» **WORK INSTRUCTIONS**: Produce a copy of every line in the records that holds the string "pinky".

Images with bounding boxes:
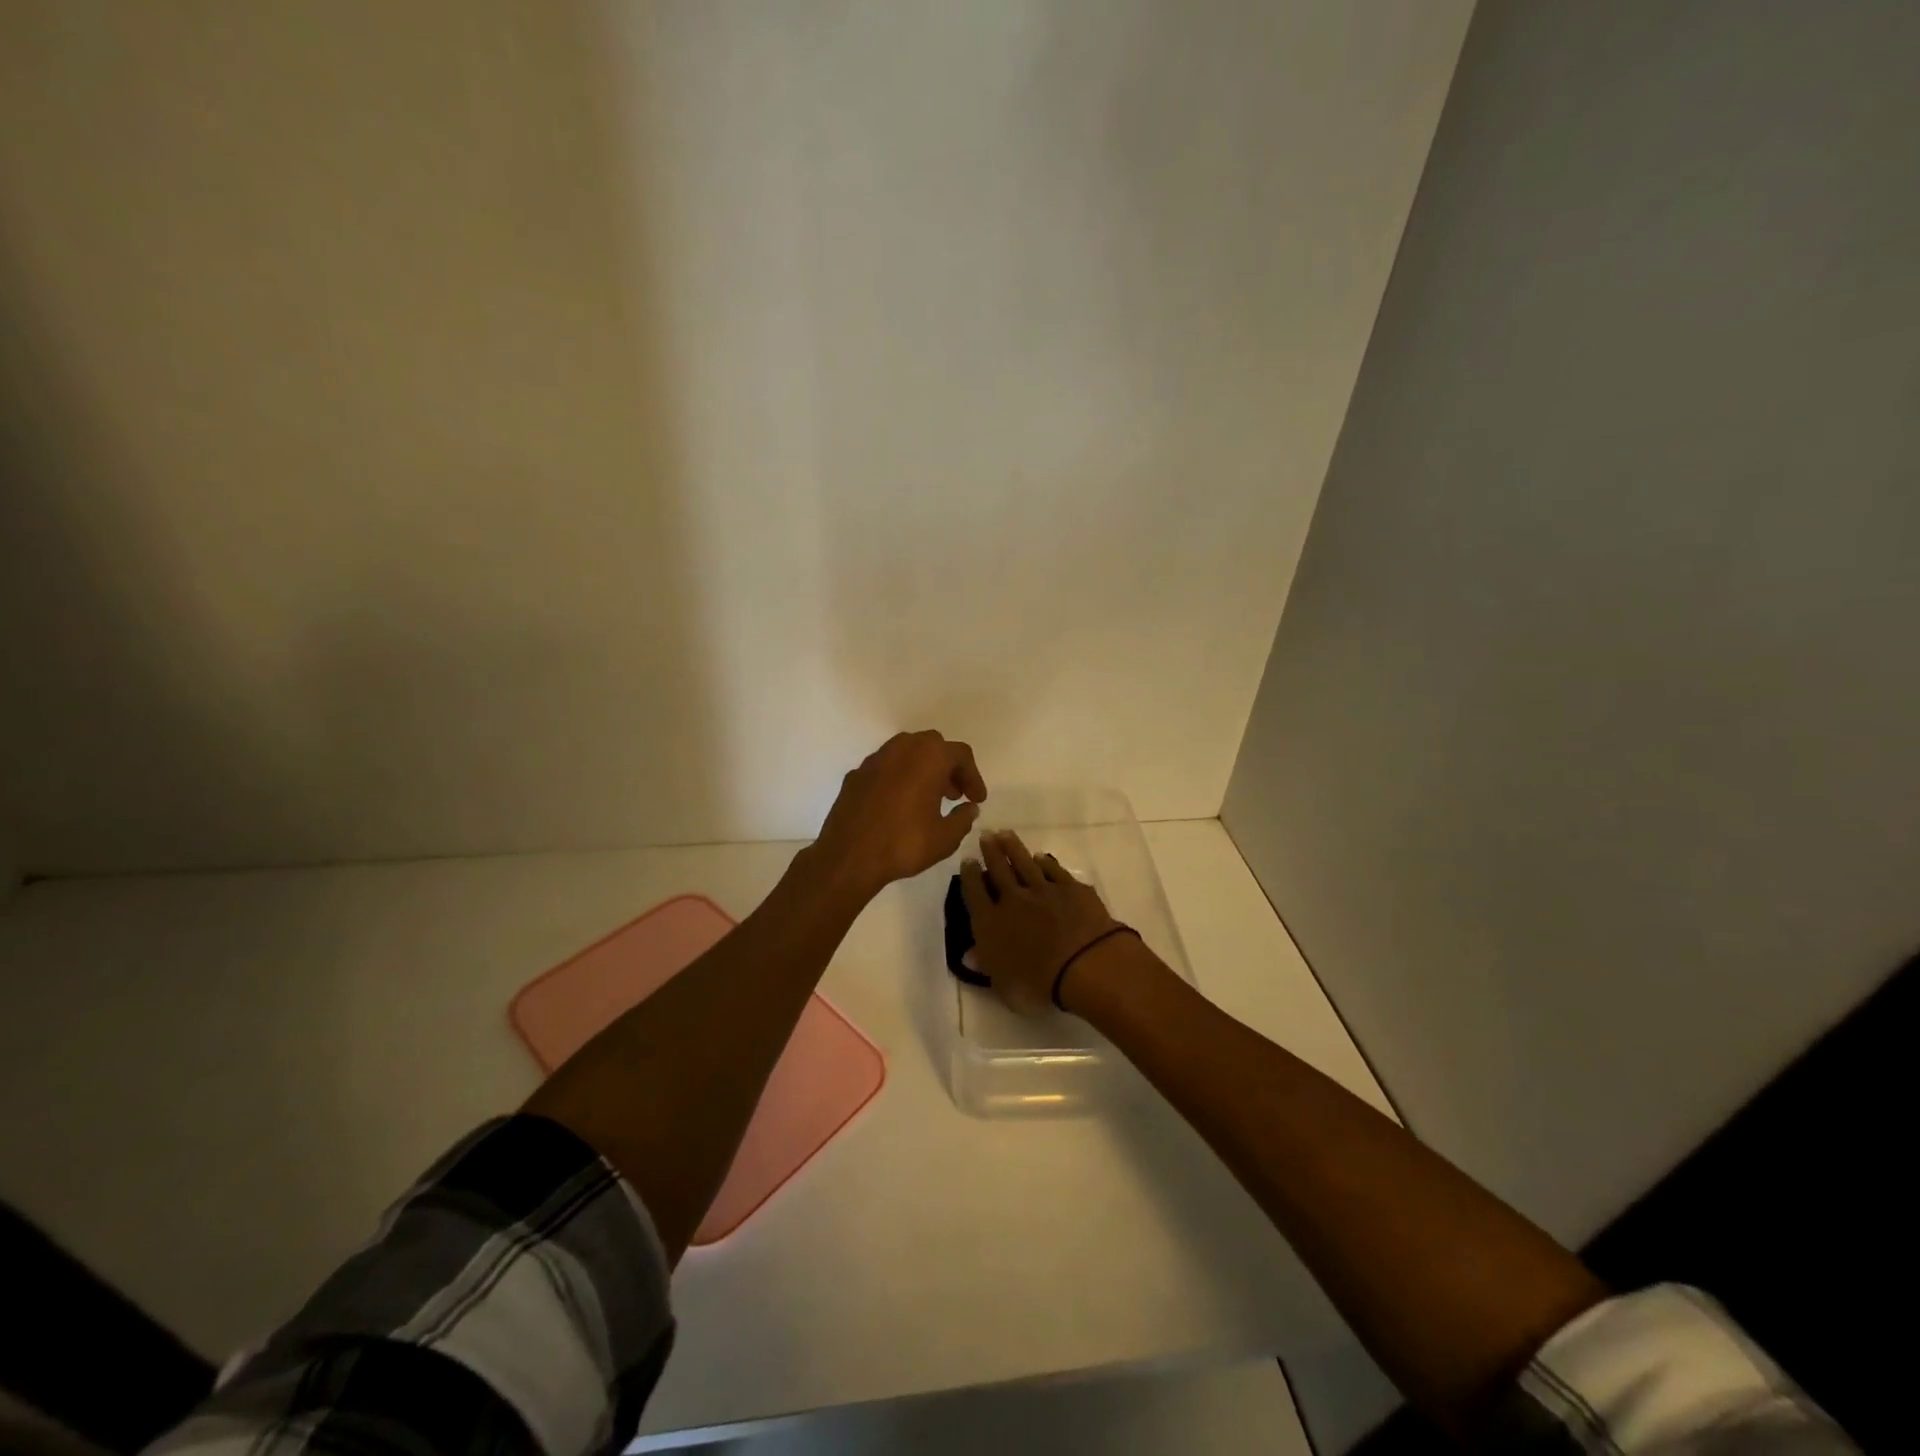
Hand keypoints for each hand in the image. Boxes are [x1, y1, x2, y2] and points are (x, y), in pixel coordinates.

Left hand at [812, 731, 987, 899]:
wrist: (848, 856)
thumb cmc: (903, 844)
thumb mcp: (945, 838)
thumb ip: (963, 819)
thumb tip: (969, 809)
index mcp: (928, 757)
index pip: (960, 755)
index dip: (973, 776)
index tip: (976, 800)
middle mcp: (901, 749)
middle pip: (933, 746)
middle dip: (947, 767)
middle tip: (954, 795)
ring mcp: (875, 759)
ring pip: (906, 752)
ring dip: (922, 768)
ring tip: (927, 798)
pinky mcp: (855, 774)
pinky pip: (885, 767)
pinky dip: (898, 777)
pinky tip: (898, 804)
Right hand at [960, 830, 1122, 1015]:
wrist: (1085, 964)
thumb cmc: (1039, 984)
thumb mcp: (1004, 986)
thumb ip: (986, 966)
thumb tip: (969, 954)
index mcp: (991, 923)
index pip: (974, 893)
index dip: (969, 876)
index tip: (967, 861)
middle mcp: (1013, 900)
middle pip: (998, 870)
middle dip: (990, 852)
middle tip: (985, 836)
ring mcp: (1044, 890)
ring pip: (1024, 863)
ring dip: (1013, 848)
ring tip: (1005, 834)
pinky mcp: (1071, 888)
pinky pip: (1054, 871)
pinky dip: (1046, 863)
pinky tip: (1041, 857)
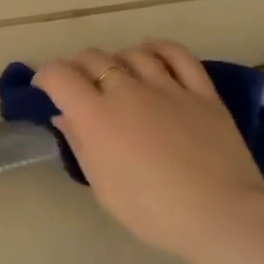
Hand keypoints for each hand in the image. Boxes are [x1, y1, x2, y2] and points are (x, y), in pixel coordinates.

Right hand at [35, 42, 263, 260]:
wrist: (219, 214)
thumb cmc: (152, 211)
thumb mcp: (103, 186)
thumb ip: (80, 144)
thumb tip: (65, 116)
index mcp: (97, 116)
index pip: (60, 76)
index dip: (46, 76)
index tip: (44, 88)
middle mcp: (127, 91)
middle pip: (94, 58)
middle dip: (78, 67)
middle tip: (79, 86)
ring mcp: (168, 87)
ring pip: (134, 53)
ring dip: (117, 59)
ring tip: (117, 74)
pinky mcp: (202, 92)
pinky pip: (178, 56)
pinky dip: (160, 49)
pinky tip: (153, 54)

» **ANSWER AREA**:
pinky mcp: (855, 774)
pinky pip: (885, 767)
pinky dip: (898, 777)
pinky tip: (898, 804)
pinky mcp: (1071, 888)
pinky pip: (1054, 871)
pinky dip: (1046, 863)
pinky tip: (1041, 857)
pinky mcp: (202, 92)
pinky pip: (178, 56)
pinky dip: (160, 49)
pinky tip: (153, 54)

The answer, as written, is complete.